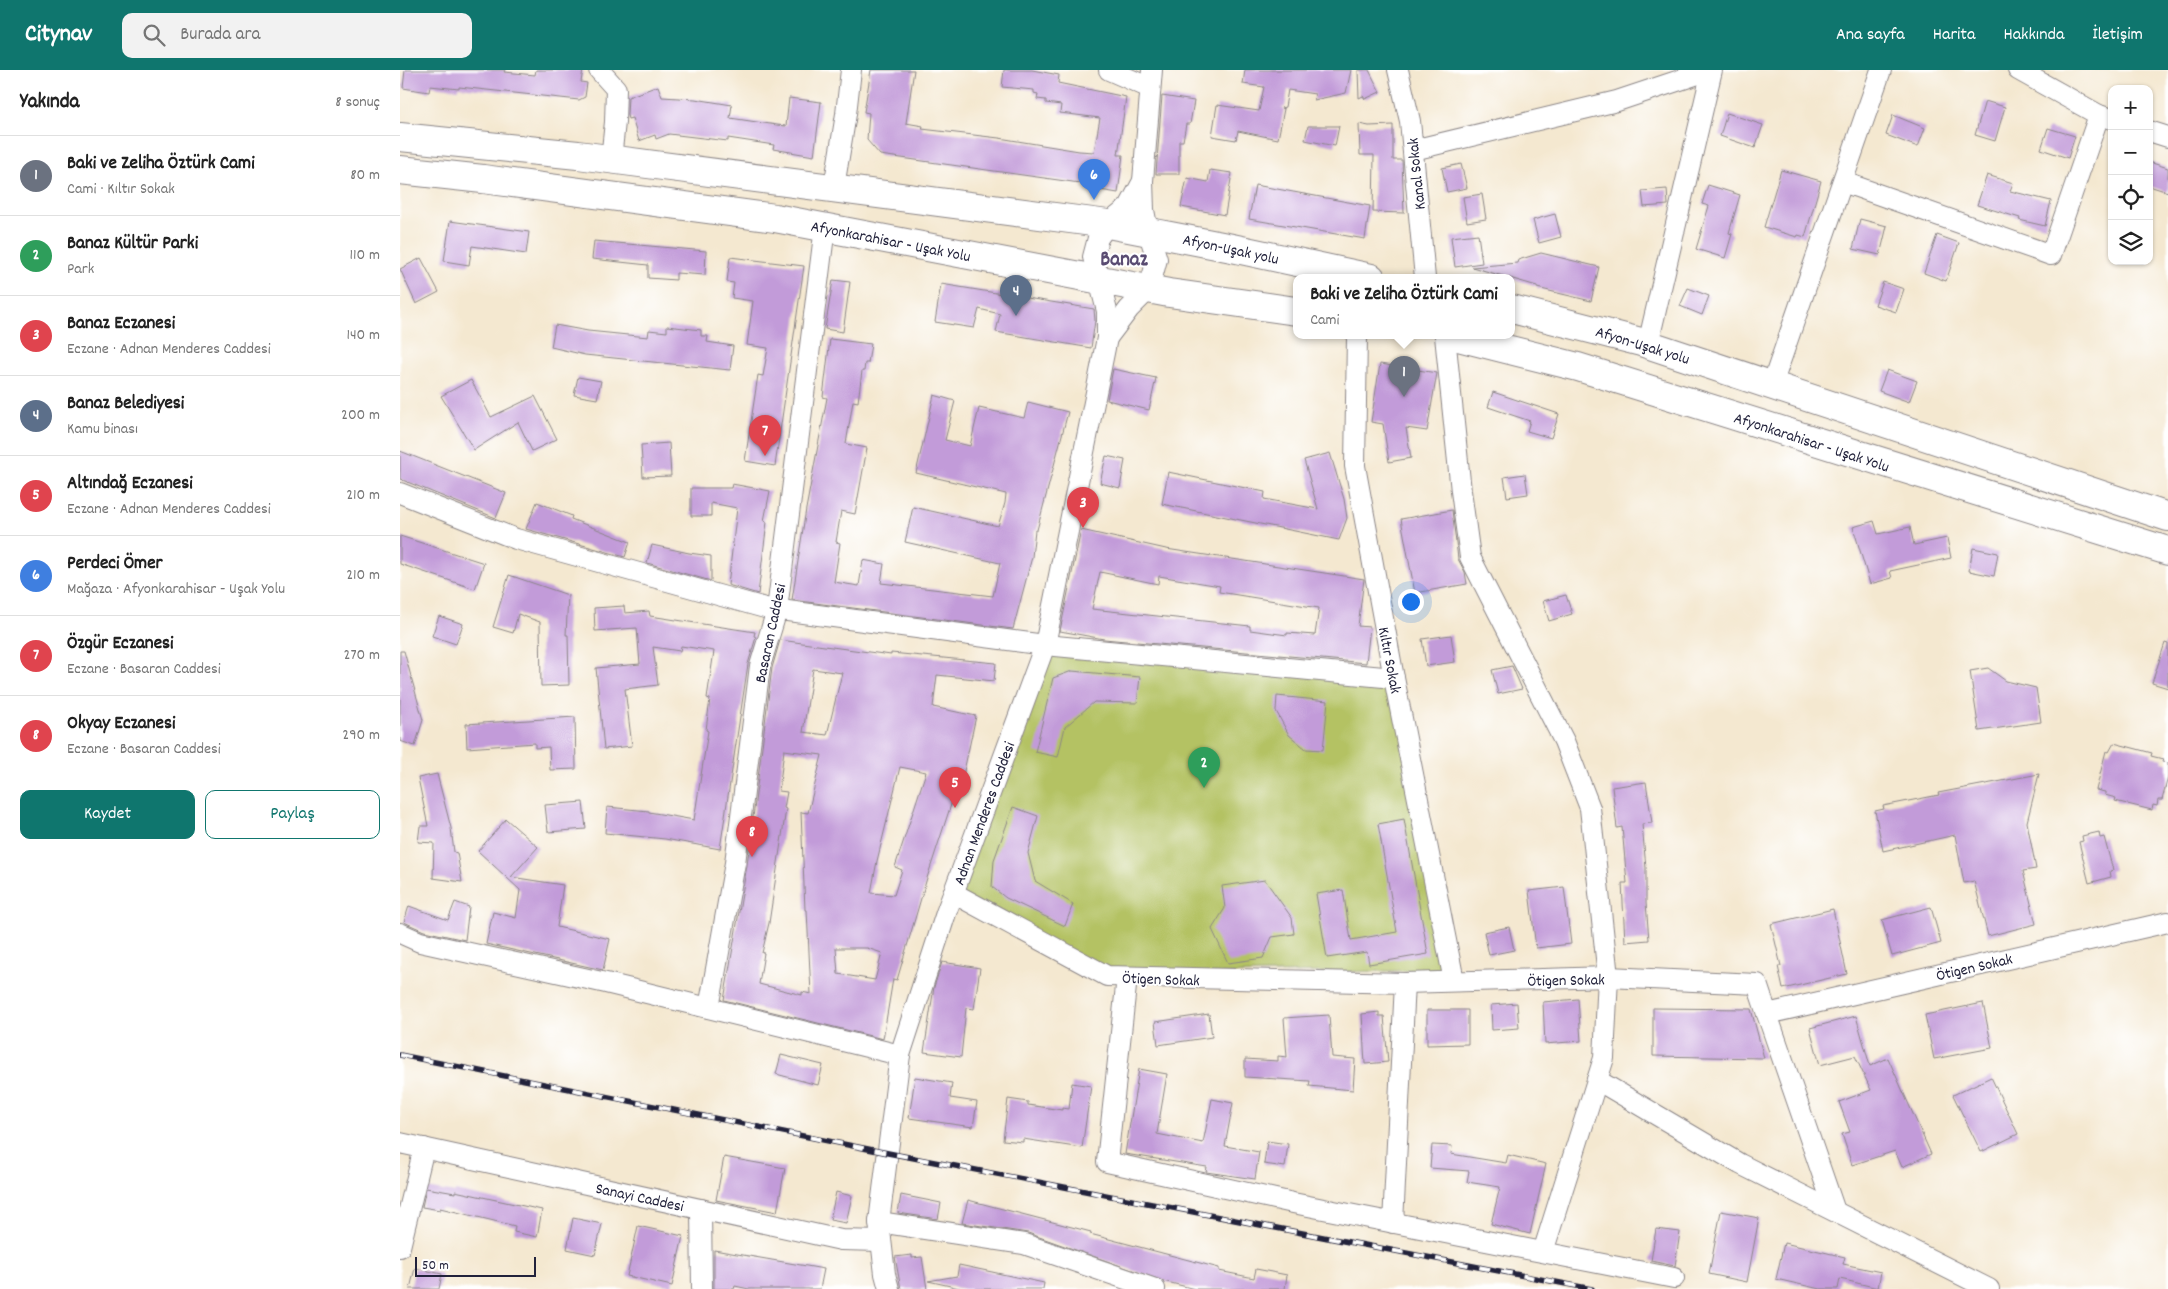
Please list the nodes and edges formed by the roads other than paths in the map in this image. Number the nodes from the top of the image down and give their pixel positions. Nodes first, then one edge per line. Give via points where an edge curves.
1 (600, 70) edge
2 (851, 70) edge
3 (1109, 70) edge
4 (1398, 70) edge
5 (1711, 70) edge
6 (1881, 70) edge
7 (2018, 70) edge
8 (1679, 75) edge
9 (1151, 79) edge
10 (2106, 117) edge
11 (2153, 132) edge
12 (400, 136) edge
13 (2168, 137) edge
14 (1413, 150) junction
15 (611, 160) junction
16 (400, 170) edge
17 (1143, 181) junction
18 (1843, 182) junction
19 (834, 187) junction
20 (1108, 224) junction
21 (825, 228) junction
22 (1148, 232) junction
23 (1352, 274) edge
24 (1425, 274) edge
25 (1098, 279) junction
26 (1148, 289) junction
27 (1515, 310) edge
28 (1293, 312) edge
29 (1107, 338) junction
30 (1357, 339) edge
31 (1445, 339) edge
32 (1466, 339) edge
33 (1648, 344) junction
34 (1772, 386) junction
35 (400, 493) edge
36 (2168, 517) edge
37 (2168, 550) edge
38 (777, 610) junction
39 (1045, 645) junction
40 (1394, 678) junction
41 (953, 893) junction
42 (2168, 922) edge
43 (400, 933) edge
44 (1127, 977) junction
45 (1608, 977) junction
46 (1454, 981) junction
47 (1405, 983) junction
48 (708, 1008) junction
49 (1767, 1014) junction
50 (900, 1055) junction
51 (1597, 1080) junction
52 (400, 1143) edge
53 (424, 1148) junction
54 (701, 1209) junction
55 (1835, 1211) junction
56 (1393, 1223) junction
57 (880, 1232) junction
58 (400, 1247) edge
59 (1543, 1252) junction
60 (1674, 1278) dead end
61 (702, 1289) edge
62 (889, 1289) edge
63 (1155, 1289) edge
64 (1989, 1289) edge

1 - 15 street via 616,89
2 - 19 street
3 - 9 street
4 - 14 street, Kanal Sokak
5 - 8 street
5 - 33 street
6 - 18 street
7 - 10 street
8 - 14 street via 1617,101
9 - 17 street
10 - 18 street via 2051,255
11 - 13 street
12 - 15 highway
14 - 24 street, Kanal Sokak
15 - 19 highway
16 - 21 highway, Afyonkarahisar - Uşak Yolu via 775,218
17 - 20 street via 1129,207
17 - 22 street
18 - 34 street
19 - 20 highway
20 - 22 highway
20 - 25 street via 1098,238 1093,257
21 - 25 highway, Afyonkarahisar - Uşak Yolu
21 - 38 street, Basaran Caddesi
22 - 23 highway, Afyon-Uşak yolu
22 - 26 street via 1158,258
25 - 26 highway, Afyonkarahisar - Uşak Yolu
25 - 29 street via 1107,312
26 - 28 highway, Afyonkarahisar - Uşak Yolu
26 - 29 street via 1128,309
27 - 33 highway, Afyon-Uşak yolu
29 - 39 street, Adnan Menderes Caddesi
30 - 40 street, Kıltır Sokak via 1355,466
31 - 45 street via 1470,557 1564,741 1590,808
32 - 37 highway, Afyonkarahisar - Uşak Yolu via 1578,367
33 - 34 highway, Afyon-Uşak yolu
34 - 36 highway
35 - 38 street via 516,539
38 - 39 street
38 - 48 street, Basaran Caddesi via 760,666 735,863
39 - 40 street
39 - 41 street, Adnan Menderes Caddesi
40 - 46 street, Kıltır Sokak
41 - 44 street, Ötigen Sokak via 1107,976
41 - 50 street, Adnan Menderes Caddesi
42 - 49 street, Ötigen Sokak
43 - 48 street via 420,942
44 - 47 street, Ötigen Sokak
44 - 56 street via 1108,1162
45 - 46 street, Ötigen Sokak
45 - 49 street, Ötigen Sokak via 1758,984
45 - 51 street via 1604,1058
46 - 47 street, Ötigen Sokak
47 - 56 street
48 - 50 street
49 - 55 street
50 - 57 street, Adnan Menderes Caddesi
51 - 55 street via 1740,1164
51 - 59 street
52 - 53 street, Sanayi Caddesi
53 - 54 street, Sanayi Caddesi
53 - 58 street
54 - 57 street, Sanayi Caddesi via 841,1240
54 - 61 street
55 - 64 street
56 - 59 street
57 - 62 street, Adnan Menderes Caddesi
57 - 63 street, Sanayi Caddesi via 1024,1244
59 - 60 street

━━━━━━━━━━━━━━━━━━━━━━━━━━━━━━

== How to complete this task ==
List, from the entries above, every line in which the word "Adnan" shows up.

== Reply to the task ==
29 - 39 street, Adnan Menderes Caddesi
39 - 41 street, Adnan Menderes Caddesi
41 - 50 street, Adnan Menderes Caddesi
50 - 57 street, Adnan Menderes Caddesi
57 - 62 street, Adnan Menderes Caddesi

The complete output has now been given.